Sample 3-Day 5200m Alpine Sport Climbing Meal Plan

For a 3-day trip to a remote 5.11a granite crag at 5200m in the Sierra Nevada:

Day 1 (Approach: 10 miles, 1200m elevation gain to 4800m basecamp)

  • Pre-hike breakfast: Oatmeal with 2 tbsp peanut butter powder, 1 scoop unflavored collagen, 1 banana, coffee with a pinch of salt
  • Hike snack 1 (hour 1): 1 sunflower seed butter packet, 1 handful of salted almonds, 1L water with electrolyte mix
  • Hike lunch (hour 5): 2 rice cakes with sunbutter, 1 oz parmesan cheese, 1 dried mango, 1L water
  • Hike snack 2 (hour 7): 1 glucose tablet, 1 handful of trail mix, 1L water
  • Basecamp dinner: Instant ramen with 1 tsp olive oil, 1 pull-top chicken packet, 1 dried apricot, hot cocoa, 1L electrolyte drink

Day 2 (Climbing day: 4 pitches 5.11a, bivy at 5200m)

  • Basecamp breakfast: Instant oatmeal with peanut butter, 1 homemade date ball, coffee
  • Approach snack: 1 parmesan cheese stick, 1 handful of almonds, 1L water
  • Post-pitch 1 snack: 1 glucose tablet, 1 square of dark chocolate, sip of water
  • Post-pitch 2 snack: 1 sunbutter packet, 1 rice cake, sip of electrolyte drink
  • Pitch 3 belay lunch: 2 rice cakes with sunbutter, 1 oz turkey jerky, 1 dried apricot, 1L water
  • Post-pitch 4 snack: 1 homemade nut butter energy ball, sip of water
  • Bivy dinner: Pull-top tuna packet, 1 instant miso soup packet, 1 date ball, hot cocoa with collagen, 1L electrolyte drink

Day 3 (Climbing day: 3 pitches 5.11b, descent to trailhead)

  • Bivy breakfast: Instant oatmeal with peanut butter, 1 handful of almonds, coffee
  • On-route snacks: Same schedule as day 2, every 45 minutes
  • Descent lunch: 2 rice cakes with sunbutter, 1 cheese stick, 1 dried mango
  • Post-trip reward: The greasiest, biggest burger you can find at the trailhead diner.
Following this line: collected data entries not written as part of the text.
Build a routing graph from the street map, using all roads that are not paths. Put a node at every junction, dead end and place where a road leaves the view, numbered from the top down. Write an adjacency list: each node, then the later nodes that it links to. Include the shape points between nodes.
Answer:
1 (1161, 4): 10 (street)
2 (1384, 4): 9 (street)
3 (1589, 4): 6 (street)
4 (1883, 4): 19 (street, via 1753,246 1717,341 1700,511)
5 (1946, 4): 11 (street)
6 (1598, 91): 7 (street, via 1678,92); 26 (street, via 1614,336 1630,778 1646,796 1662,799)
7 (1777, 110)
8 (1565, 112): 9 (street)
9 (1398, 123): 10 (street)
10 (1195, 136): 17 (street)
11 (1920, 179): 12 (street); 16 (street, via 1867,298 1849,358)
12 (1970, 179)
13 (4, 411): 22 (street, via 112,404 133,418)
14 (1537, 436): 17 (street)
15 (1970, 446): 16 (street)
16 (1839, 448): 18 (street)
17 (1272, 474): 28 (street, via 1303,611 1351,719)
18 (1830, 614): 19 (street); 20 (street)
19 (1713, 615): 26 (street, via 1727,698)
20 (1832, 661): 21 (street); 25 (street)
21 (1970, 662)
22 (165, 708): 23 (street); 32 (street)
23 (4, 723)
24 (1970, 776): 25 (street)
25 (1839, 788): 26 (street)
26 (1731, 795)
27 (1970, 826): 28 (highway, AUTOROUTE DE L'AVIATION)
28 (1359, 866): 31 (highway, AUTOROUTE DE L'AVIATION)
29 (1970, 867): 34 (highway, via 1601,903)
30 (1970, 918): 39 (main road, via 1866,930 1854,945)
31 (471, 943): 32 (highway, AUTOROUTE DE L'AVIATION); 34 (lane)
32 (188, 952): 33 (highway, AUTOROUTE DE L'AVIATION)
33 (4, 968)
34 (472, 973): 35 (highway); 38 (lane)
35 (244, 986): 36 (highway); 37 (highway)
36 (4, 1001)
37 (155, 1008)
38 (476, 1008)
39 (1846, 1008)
You earned it. At the end of the day, nutrition isn't the flashy part of high-altitude climbing. No one posts photos of their meal plan on Instagram, and no one wins awards for packing the lightest protein bars. But it's the difference between leading your crux pitch with a clear head and bailing halfway up because you're too lightheaded to clip pro, between hiking out under your own power and getting carried out on a stretcher. The next time you're packing for a 5000m+ expedition, stop worrying about saving 2 ounces by cutting a snack, and start asking yourself: "Will this food keep me fueled enough to send the route I came here to climb?" More often than not, the answer will be yes -- and that extra 100 calories might be the thing that makes your whole trip.